Earth’s spin axis wobbles, its North Pole tracing out a roughly 10-meter-wide circle every year or so. The center of this wobble also drifts over the long term; lately, it has been tilting in the direction of Iceland by about 9 centimeters per year. …
Now, scientists have found that a significant amount of the polar drift results from human activity: pumping groundwater for drinking and irrigation.
— Science Magazine: Humanity’s groundwater pumping has altered Earth’s tilt
Local water abundance, on the surface and underground, changes a region’s gravitational pull. This principle was used by the GRACE and GRACE-FO satellites as they rode the “hills” and “valleys” of gravity and recorded the presence and absence of groundwater.
To find out what affected Earth’s axial tilt, Clark R. Wilson at the University of Texas at Austin and his colleagues built a model of polar wander factoring in all the sloshing over time, including changes to surface water. But the model was missing something.
When the researchers also put in 2150 gigatons of groundwater that hydrologic models estimate were pumped between 1993 and 2010, the predicted polar motion aligned much more closely with observations. Wilson and his colleagues conclude that the redistribution of that water weight to the world’s oceans has caused Earth’s poles to shift nearly 80 centimeters during that time, reported Thursday in Geophysical Research Letters.

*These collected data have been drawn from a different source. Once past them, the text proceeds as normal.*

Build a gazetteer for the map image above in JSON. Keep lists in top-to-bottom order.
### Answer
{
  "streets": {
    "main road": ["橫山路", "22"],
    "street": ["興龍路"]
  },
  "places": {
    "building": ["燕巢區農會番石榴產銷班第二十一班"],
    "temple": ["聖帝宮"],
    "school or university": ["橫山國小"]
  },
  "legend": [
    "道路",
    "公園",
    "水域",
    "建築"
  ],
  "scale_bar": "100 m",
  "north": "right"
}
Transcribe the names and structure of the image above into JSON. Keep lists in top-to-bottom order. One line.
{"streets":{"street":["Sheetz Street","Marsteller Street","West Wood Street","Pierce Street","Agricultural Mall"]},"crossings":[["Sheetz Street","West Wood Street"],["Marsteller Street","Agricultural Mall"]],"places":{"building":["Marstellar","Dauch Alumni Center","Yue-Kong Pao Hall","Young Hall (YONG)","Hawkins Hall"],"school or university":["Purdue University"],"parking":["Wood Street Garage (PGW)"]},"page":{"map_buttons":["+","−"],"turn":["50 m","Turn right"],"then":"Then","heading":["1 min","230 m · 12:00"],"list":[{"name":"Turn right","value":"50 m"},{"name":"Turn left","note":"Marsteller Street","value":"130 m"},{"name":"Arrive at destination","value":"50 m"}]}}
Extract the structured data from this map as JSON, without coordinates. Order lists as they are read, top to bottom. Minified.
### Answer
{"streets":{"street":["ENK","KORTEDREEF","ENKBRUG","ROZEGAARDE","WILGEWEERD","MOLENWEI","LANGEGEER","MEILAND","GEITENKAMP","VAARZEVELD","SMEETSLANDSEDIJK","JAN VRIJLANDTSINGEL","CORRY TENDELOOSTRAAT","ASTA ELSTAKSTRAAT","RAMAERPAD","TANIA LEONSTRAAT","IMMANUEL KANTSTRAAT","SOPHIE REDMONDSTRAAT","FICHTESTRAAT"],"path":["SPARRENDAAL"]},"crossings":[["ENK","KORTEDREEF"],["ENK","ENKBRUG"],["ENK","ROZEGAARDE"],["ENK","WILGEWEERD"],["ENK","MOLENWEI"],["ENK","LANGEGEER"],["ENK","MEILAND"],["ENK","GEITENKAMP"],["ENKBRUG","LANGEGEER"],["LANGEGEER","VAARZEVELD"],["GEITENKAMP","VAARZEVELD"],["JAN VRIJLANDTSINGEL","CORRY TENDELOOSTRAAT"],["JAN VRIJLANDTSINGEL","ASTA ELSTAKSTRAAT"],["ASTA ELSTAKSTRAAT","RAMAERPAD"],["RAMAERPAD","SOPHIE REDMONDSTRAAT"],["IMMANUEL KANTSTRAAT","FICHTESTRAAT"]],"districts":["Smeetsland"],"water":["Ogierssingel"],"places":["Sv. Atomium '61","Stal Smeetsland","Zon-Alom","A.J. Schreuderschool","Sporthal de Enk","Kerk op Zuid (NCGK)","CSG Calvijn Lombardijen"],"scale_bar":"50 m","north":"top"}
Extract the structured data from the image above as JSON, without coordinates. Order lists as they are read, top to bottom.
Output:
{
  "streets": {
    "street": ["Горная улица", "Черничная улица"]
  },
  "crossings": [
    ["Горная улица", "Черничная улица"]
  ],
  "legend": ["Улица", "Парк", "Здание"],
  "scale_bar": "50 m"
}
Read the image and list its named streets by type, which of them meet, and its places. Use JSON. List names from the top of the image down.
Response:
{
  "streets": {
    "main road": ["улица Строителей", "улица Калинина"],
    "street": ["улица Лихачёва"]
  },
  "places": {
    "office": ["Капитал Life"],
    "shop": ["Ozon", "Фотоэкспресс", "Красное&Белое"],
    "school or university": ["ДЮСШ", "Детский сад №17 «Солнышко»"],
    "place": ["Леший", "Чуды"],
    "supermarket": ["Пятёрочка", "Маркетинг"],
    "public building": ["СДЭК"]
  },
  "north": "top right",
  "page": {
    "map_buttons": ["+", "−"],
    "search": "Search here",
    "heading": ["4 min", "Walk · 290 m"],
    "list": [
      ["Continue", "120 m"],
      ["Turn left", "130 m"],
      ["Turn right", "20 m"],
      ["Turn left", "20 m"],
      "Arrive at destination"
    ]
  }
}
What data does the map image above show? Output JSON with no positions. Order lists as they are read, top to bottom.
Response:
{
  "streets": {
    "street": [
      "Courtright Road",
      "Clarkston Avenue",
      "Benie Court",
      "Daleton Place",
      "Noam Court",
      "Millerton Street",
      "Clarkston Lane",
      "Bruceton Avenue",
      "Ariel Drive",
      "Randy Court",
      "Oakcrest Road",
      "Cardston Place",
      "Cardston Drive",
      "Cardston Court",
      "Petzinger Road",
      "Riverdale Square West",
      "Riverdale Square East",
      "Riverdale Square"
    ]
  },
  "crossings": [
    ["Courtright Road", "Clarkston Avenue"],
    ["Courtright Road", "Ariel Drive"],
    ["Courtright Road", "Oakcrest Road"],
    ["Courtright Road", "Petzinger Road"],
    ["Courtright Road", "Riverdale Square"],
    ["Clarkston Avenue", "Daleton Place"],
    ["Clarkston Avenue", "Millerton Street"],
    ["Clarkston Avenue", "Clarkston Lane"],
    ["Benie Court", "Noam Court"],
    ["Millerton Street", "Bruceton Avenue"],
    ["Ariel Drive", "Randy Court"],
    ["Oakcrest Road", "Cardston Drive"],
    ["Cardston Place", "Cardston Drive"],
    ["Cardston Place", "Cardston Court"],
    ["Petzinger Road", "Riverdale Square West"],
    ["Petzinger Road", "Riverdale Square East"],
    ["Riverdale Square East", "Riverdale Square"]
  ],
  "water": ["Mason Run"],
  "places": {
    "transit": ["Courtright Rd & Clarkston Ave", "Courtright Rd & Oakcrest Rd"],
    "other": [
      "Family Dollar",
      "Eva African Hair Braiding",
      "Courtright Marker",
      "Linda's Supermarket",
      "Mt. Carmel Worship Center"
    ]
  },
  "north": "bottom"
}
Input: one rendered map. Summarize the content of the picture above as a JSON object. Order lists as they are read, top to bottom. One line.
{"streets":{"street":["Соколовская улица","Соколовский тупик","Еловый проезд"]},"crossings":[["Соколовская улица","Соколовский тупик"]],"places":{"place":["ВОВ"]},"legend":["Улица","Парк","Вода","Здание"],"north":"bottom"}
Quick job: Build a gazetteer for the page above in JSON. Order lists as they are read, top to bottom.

— Science Magazine: Humanity’s groundwater pumping has altered Earth’s tilt
The GRACE satellites detected groundwater changes that produced this map. Notice how groundwater dropped in the U.S. Southeast and the Central Valley of California.
How did we pump so much groundwater? We used machines like these.
Watch the groundwater come and go in India 2002-2008 in this NASA video. (Click on the image to access the video.)
Who knew that we could make the planet move!? 80 cm (31.5″) in just 17 years.